The Kooks: “I think the best thing you can do as a songwriter is be authentic and honest”
The Kooks’ new album is both their most elated and their most experimental. Frontman Luke Pritchard tells Australian Guitar how they pulled it off
In a hot second from now (early October, to be exact), The Kooks will touch down for their first shows on Aussie ground in almost four years. The trip comes as part of their belated celebrations for the 15th anniversary of Inside In / Inside Out, the Brighton pop-rockers’ seminal 2006 debut. But the shows – pencilled in for Brisbane, Melbourne and Sydney – won’t just be a trip down memory lane: the trio too have a whole stack of new songs to premiere Down Under, having just unleashed unto the world their sixth studio album, 10 Tracks To Echo In The Dark.
Deceptively titled, the album sports some of The Kooks’ brightest material yet: something frontman Luke Pritchard credits to the recent milestones he’d reached in his personal life (ie. getting married, becoming a father, relocating to Berlin and discovering a love for minimalist electronica). That translated to more pop-centric, unapologetically fun songs, a fierce willingness to think outside the box and, as a result, a more interesting album overall.
It saw the band explore concepts they hadn’t yet before – like key song passages without guitars, and the first collaborations in their entire discography (‘Beautiful World’ with Milky Chance and the NEIKED-assisted ‘Without A Doubt’) – and, perhaps most unexpectedly, it saw them take a very unconventional route in getting the songs out to fans. Instead of the usual timeline – three or four months of scattered singles, then one big album “drop” – The Kooks opted to stagger the release in three chunks: tracks 1-3 were released in January as the Connection EP, and tracks 4-6 in April as Beautiful World, before the full project – under the formal banner of 10 Tracks To Echo In The Dark – arrived in July.
As Pritchard explains to Australian Guitar, not a lot has made sense over the past few years, and to an old-school fan of The Kooks, not a lot of this new album will, either. So it only made sense, paradoxically, if the strategy they took to release it was one people would never expect.
I think it was fitting to have a unique strategy for this album’s release, because it is a very unique album for The Kooks. Was it exciting to explore a more colourful, diversified soundscape?
Yeah, I felt very inspired.
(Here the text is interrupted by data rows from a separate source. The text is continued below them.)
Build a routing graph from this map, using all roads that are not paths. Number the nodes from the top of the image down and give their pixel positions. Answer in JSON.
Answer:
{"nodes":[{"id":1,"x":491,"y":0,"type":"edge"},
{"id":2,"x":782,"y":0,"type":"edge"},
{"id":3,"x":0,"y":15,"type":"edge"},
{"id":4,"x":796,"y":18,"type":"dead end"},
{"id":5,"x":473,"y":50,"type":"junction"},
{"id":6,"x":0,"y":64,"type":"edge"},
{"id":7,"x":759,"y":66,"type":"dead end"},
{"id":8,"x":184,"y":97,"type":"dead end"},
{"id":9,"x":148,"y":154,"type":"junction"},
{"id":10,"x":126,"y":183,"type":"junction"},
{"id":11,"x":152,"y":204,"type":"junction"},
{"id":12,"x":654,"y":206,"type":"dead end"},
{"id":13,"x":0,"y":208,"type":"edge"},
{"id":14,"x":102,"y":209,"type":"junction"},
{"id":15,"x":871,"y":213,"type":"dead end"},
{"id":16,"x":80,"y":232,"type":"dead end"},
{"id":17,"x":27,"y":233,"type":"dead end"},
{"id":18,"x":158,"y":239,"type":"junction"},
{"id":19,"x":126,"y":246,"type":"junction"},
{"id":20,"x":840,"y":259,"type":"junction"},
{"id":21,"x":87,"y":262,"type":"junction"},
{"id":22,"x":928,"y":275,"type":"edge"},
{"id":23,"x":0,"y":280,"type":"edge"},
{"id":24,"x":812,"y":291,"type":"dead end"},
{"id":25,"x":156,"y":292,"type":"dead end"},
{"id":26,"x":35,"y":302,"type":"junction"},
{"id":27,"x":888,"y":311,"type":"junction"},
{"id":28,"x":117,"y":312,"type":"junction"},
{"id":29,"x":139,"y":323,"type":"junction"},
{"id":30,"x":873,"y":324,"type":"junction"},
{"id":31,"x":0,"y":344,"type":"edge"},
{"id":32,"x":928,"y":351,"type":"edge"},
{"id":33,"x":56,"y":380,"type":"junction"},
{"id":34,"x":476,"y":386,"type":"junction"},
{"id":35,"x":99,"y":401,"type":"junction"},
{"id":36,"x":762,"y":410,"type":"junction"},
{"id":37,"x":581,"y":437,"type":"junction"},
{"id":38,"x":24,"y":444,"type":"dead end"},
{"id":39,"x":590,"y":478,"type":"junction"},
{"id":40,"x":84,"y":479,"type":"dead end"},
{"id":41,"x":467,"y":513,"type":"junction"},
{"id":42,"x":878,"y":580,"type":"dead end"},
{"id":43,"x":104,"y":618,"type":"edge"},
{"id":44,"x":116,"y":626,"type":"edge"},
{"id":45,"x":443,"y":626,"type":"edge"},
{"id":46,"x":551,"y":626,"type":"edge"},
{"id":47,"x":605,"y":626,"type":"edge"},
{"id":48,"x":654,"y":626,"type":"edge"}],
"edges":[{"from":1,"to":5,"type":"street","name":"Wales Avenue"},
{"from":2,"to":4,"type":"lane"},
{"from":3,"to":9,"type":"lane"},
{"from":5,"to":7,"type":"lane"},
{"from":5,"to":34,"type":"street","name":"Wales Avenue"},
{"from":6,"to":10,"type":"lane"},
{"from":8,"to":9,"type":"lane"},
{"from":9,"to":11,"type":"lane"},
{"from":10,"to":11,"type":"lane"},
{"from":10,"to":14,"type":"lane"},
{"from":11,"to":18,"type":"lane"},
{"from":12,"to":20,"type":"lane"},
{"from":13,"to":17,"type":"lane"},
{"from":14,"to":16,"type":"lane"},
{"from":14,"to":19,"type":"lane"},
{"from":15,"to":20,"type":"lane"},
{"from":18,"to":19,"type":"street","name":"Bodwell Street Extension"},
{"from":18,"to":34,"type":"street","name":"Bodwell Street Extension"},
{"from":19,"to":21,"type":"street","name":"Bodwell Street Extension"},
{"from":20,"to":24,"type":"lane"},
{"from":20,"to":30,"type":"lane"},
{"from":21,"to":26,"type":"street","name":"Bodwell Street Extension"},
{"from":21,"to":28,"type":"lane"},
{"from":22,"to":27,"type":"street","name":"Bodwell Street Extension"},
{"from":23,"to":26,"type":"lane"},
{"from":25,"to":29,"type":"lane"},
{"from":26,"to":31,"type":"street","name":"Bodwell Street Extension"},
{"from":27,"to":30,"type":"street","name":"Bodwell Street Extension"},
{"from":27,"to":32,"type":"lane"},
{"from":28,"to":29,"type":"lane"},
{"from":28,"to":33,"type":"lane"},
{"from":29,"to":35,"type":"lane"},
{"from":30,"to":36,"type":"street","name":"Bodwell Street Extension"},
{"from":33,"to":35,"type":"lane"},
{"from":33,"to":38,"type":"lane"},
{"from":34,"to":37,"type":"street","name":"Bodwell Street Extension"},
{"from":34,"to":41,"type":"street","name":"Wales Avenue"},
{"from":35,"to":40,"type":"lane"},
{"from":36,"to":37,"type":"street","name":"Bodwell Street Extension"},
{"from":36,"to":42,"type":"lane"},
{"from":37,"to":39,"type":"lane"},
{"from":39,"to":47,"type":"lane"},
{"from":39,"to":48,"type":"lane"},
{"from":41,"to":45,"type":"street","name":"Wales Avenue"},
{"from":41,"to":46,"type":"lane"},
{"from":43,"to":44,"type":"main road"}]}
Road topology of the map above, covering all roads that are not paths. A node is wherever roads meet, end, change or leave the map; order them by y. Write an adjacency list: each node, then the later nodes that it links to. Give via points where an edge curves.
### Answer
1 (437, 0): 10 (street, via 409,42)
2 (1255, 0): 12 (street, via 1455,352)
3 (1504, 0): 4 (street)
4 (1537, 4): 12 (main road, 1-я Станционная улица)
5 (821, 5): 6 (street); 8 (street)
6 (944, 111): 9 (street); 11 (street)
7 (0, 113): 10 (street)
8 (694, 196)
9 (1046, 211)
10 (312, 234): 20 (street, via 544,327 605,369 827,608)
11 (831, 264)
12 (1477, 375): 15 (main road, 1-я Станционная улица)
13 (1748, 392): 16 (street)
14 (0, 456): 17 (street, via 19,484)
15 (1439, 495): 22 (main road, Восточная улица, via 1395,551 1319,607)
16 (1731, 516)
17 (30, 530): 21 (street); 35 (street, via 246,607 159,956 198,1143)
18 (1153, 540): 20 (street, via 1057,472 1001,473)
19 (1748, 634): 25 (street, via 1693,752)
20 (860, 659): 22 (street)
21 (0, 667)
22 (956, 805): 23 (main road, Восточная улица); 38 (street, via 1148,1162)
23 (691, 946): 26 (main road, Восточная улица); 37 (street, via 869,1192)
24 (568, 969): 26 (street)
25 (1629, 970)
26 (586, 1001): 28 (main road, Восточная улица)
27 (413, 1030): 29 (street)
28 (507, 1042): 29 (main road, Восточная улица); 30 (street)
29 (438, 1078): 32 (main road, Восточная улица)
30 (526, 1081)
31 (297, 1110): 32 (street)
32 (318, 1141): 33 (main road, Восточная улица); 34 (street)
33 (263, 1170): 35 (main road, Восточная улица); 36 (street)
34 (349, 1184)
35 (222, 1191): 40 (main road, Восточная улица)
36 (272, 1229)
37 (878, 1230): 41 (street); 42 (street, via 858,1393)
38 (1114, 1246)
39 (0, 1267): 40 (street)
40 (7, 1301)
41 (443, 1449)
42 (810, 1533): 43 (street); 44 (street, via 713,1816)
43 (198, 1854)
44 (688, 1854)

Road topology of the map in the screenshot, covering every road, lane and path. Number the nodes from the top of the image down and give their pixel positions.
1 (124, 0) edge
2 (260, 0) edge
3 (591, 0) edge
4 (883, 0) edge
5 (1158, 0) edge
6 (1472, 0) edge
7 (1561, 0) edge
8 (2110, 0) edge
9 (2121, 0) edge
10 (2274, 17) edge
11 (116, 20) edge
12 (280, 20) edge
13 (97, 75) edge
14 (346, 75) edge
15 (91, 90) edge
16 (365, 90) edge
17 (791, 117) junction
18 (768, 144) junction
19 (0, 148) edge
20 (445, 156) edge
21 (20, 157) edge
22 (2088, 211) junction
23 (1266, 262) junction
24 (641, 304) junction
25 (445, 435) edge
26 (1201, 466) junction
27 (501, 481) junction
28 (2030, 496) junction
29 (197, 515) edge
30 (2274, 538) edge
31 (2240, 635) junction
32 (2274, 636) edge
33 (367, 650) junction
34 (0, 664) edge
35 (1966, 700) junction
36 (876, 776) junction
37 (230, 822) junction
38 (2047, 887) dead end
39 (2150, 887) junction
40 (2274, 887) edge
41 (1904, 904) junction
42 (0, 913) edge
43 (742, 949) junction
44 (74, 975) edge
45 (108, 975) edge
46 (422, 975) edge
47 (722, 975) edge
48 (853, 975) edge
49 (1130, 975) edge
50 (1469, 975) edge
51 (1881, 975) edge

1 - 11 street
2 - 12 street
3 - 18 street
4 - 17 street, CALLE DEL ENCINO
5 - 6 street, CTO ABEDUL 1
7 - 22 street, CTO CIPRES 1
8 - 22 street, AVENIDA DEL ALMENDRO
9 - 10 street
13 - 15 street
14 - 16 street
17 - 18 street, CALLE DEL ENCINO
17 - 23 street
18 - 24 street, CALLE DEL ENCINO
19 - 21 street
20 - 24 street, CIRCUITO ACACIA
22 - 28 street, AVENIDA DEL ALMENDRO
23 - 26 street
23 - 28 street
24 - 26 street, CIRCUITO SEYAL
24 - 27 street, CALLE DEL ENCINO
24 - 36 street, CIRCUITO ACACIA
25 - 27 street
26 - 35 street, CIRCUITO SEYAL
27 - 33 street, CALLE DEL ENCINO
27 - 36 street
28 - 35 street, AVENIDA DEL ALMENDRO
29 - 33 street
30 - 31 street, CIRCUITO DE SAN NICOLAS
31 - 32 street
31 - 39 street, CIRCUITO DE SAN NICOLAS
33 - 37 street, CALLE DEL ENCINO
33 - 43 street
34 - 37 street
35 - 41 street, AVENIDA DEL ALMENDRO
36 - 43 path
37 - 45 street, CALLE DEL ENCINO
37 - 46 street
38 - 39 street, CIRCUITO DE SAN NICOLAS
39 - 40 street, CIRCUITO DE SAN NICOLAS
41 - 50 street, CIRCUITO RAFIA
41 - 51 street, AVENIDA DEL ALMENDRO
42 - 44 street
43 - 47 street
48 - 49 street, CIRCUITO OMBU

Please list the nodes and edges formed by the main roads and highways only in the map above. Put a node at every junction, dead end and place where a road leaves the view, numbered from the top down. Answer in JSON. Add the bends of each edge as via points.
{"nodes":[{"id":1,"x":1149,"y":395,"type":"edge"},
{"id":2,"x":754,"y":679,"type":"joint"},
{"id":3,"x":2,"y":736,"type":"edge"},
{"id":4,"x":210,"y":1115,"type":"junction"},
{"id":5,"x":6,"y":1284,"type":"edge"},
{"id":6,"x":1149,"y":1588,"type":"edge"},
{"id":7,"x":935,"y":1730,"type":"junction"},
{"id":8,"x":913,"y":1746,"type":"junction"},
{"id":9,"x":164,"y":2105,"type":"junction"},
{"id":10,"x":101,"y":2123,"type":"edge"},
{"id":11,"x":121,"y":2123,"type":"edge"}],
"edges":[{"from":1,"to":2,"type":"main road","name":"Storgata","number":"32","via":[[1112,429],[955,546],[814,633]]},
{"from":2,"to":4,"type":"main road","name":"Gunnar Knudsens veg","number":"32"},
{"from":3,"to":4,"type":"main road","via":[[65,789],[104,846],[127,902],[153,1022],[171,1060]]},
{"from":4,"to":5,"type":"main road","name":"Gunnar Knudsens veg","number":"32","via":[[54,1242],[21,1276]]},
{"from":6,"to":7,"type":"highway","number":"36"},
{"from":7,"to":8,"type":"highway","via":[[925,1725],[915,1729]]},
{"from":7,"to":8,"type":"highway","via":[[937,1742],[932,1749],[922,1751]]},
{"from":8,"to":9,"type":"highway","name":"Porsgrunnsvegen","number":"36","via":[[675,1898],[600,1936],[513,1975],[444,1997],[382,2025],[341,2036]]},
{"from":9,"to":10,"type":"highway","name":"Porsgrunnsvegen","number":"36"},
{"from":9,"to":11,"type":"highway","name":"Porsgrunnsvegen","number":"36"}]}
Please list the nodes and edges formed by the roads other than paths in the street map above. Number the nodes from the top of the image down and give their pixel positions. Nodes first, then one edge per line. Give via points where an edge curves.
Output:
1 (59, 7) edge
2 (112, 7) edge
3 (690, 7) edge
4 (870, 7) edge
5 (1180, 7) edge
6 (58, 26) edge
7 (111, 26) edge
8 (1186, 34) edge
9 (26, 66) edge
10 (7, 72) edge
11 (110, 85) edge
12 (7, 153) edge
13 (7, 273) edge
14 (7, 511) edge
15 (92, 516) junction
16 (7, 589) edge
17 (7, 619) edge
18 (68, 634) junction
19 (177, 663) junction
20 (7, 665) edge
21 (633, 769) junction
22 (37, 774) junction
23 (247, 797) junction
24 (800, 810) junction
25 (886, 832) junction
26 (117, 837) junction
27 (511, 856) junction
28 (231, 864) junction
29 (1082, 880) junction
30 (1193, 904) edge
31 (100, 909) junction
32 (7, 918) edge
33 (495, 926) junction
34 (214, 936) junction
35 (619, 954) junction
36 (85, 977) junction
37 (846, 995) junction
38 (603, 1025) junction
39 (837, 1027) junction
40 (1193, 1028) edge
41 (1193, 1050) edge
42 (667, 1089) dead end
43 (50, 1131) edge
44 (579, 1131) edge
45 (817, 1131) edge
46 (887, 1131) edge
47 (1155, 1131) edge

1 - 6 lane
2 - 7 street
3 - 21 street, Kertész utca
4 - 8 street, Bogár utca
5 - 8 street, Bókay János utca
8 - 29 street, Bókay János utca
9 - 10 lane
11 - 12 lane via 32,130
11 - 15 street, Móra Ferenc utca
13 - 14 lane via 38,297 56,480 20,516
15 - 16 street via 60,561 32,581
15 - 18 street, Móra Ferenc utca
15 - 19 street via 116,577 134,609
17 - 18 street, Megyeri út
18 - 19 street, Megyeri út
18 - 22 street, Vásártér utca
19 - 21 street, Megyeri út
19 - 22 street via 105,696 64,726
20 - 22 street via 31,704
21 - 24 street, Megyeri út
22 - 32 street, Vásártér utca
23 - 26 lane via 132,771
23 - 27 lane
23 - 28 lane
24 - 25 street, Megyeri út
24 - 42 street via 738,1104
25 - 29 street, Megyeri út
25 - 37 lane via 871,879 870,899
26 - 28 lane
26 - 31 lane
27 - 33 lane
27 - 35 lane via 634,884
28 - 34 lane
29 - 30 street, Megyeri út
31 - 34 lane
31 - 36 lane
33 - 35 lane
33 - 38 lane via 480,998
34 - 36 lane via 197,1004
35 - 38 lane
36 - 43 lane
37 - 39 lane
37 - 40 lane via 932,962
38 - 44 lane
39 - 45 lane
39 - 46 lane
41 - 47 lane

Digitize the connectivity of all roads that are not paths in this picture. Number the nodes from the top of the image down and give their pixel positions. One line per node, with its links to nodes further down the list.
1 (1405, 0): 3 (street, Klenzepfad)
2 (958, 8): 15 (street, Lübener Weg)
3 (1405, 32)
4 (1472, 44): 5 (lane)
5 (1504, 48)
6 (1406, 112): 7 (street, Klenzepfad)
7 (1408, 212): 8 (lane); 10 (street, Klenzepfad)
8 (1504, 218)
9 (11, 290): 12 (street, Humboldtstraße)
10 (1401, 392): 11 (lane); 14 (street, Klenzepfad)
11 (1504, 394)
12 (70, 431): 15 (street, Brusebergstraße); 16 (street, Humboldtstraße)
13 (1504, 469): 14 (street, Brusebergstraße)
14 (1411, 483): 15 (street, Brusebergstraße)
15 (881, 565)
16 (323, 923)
Going into it, my goal was to kind of make something more minimal. Obviously, my biggest goal is always to make songs that sound really f***ing good, and hopefully have a good message. But on that musical level, yeah, it was really fun to do something different with the instrumentation. You know, on the last two albums we made – Let’s Go Sunshine [2018] and Listen [2014] – there’s so much going on, so much instrumentation. And it was really fun to do that, but when I was in Berlin, I discovered a love for noise gates and got really into doing things like noise-gating drums.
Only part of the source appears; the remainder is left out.